Exercise material.
#####

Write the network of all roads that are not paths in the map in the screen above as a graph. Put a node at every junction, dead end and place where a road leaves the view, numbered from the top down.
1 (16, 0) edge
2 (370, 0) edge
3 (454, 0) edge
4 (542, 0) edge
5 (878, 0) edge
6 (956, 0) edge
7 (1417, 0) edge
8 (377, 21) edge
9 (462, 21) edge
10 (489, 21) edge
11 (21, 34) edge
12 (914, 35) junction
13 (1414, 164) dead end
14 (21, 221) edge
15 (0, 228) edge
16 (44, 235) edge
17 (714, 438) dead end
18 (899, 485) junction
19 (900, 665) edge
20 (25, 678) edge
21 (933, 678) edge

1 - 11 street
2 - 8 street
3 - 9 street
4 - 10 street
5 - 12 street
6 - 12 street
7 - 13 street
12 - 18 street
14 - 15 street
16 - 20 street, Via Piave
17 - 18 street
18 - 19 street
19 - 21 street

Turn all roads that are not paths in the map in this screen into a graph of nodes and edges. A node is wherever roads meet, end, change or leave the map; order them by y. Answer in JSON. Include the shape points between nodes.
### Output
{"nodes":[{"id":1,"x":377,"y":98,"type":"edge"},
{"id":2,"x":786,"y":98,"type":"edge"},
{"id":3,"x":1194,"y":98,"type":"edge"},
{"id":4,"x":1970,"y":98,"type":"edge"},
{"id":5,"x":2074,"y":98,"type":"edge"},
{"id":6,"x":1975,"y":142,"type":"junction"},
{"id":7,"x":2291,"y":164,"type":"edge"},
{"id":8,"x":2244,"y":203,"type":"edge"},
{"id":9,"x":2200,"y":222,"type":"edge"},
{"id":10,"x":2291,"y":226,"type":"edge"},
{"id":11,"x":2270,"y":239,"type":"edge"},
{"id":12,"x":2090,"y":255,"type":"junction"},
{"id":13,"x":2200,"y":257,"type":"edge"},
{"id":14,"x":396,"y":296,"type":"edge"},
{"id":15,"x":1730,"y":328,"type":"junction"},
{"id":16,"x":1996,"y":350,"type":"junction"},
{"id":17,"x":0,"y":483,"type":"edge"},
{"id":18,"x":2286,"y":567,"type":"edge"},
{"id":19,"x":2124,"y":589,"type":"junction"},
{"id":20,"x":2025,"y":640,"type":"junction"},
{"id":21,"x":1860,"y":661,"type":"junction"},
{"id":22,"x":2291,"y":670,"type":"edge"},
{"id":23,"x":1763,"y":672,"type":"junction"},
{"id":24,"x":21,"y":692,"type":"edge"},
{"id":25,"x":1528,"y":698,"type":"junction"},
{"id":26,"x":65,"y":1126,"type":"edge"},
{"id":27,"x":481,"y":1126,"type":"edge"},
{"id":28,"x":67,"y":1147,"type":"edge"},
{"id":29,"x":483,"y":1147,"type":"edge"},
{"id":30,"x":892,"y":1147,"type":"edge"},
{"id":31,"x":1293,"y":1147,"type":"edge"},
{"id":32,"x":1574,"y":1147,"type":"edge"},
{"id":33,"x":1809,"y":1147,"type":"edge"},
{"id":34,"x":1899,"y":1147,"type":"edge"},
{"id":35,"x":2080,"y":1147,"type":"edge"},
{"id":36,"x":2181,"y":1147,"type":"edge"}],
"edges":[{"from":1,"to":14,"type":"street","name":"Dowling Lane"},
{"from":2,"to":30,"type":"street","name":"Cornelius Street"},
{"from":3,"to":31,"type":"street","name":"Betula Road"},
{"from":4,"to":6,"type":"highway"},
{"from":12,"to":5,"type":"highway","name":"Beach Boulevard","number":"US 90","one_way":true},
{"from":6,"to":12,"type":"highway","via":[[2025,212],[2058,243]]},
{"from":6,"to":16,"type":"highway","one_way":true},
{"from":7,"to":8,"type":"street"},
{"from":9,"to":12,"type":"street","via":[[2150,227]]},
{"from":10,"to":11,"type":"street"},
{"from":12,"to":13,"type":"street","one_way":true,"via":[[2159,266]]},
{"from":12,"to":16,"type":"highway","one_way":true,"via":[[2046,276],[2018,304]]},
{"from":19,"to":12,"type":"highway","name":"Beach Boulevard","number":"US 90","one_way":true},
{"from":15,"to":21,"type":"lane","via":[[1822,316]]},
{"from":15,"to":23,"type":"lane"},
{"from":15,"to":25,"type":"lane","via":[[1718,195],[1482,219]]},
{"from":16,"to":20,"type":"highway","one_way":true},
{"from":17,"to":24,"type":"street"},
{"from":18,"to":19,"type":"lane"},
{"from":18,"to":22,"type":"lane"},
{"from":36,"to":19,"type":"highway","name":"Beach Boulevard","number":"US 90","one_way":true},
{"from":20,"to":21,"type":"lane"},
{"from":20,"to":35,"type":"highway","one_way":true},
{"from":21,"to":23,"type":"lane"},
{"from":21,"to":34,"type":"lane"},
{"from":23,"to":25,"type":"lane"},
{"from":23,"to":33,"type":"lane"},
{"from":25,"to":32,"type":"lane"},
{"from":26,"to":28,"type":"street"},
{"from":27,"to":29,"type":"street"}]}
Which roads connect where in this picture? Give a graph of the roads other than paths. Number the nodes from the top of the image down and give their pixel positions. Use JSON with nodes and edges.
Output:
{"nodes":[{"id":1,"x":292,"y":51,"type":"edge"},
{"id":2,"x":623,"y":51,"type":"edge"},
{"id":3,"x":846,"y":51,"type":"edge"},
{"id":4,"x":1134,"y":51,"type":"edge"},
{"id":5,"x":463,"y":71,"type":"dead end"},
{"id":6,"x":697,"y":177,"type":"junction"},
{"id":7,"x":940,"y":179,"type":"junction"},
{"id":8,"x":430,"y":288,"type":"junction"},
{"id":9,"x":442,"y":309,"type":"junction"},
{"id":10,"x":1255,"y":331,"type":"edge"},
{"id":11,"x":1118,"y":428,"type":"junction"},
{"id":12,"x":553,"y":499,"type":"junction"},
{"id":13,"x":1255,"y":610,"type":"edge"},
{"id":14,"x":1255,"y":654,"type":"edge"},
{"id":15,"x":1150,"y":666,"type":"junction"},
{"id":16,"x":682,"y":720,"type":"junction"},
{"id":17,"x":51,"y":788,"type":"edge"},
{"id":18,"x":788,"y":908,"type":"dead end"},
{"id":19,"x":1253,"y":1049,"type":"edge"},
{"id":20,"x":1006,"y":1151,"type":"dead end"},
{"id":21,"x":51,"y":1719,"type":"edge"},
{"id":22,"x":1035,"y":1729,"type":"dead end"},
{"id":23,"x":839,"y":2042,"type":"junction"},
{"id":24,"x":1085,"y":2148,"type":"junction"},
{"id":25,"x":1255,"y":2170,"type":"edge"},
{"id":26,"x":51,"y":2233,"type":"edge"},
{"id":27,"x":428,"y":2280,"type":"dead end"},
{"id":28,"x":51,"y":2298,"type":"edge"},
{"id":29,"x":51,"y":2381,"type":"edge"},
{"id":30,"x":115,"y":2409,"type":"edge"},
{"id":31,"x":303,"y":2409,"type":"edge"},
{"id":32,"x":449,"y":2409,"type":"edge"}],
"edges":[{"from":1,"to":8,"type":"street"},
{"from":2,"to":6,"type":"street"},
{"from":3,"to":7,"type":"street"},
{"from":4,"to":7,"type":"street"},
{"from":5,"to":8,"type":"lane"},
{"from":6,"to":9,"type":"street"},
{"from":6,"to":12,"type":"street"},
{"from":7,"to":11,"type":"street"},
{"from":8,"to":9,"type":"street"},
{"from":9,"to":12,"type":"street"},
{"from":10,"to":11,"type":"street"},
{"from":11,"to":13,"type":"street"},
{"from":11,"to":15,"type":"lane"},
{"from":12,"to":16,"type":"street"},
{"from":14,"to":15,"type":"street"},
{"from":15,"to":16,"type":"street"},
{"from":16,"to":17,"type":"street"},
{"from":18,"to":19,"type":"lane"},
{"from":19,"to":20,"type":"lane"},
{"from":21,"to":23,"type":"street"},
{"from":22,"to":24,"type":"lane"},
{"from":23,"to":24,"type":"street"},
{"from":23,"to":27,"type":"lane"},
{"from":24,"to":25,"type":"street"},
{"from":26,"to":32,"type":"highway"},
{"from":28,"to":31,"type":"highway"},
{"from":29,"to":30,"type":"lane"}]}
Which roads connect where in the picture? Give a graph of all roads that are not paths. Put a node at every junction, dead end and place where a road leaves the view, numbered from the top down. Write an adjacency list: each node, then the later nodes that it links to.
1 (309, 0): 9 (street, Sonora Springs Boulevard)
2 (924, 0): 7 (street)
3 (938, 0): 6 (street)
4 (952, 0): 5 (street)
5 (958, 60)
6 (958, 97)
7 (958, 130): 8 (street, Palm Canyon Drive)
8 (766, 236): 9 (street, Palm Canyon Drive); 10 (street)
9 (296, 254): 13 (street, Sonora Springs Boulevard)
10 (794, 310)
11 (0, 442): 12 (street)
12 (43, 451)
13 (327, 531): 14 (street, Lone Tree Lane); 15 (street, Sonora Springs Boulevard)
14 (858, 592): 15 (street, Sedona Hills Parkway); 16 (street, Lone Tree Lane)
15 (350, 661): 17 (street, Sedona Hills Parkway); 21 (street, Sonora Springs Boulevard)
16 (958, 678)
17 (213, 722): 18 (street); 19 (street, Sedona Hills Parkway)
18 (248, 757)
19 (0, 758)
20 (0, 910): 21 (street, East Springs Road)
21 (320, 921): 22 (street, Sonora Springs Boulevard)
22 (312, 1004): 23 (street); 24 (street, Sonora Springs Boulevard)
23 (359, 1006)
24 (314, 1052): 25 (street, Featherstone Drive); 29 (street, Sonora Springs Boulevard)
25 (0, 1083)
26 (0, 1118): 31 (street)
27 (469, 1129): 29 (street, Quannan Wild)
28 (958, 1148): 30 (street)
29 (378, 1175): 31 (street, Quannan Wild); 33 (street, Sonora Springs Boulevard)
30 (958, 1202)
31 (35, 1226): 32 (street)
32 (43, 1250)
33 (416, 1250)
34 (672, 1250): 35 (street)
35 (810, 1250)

#####

Exercise objective. Using the listing above, report each line that mentions the word "Which".

Output of the exercise.
Which roads connect where in this picture? Give a graph of the roads other than paths. Number the nodes from the top of the image down and give their pixel positions. Use JSON with nodes and edges.
Which roads connect where in the picture? Give a graph of all roads that are not paths. Put a node at every junction, dead end and place where a road leaves the view, numbered from the top down. Write an adjacency list: each node, then the later nodes that it links to.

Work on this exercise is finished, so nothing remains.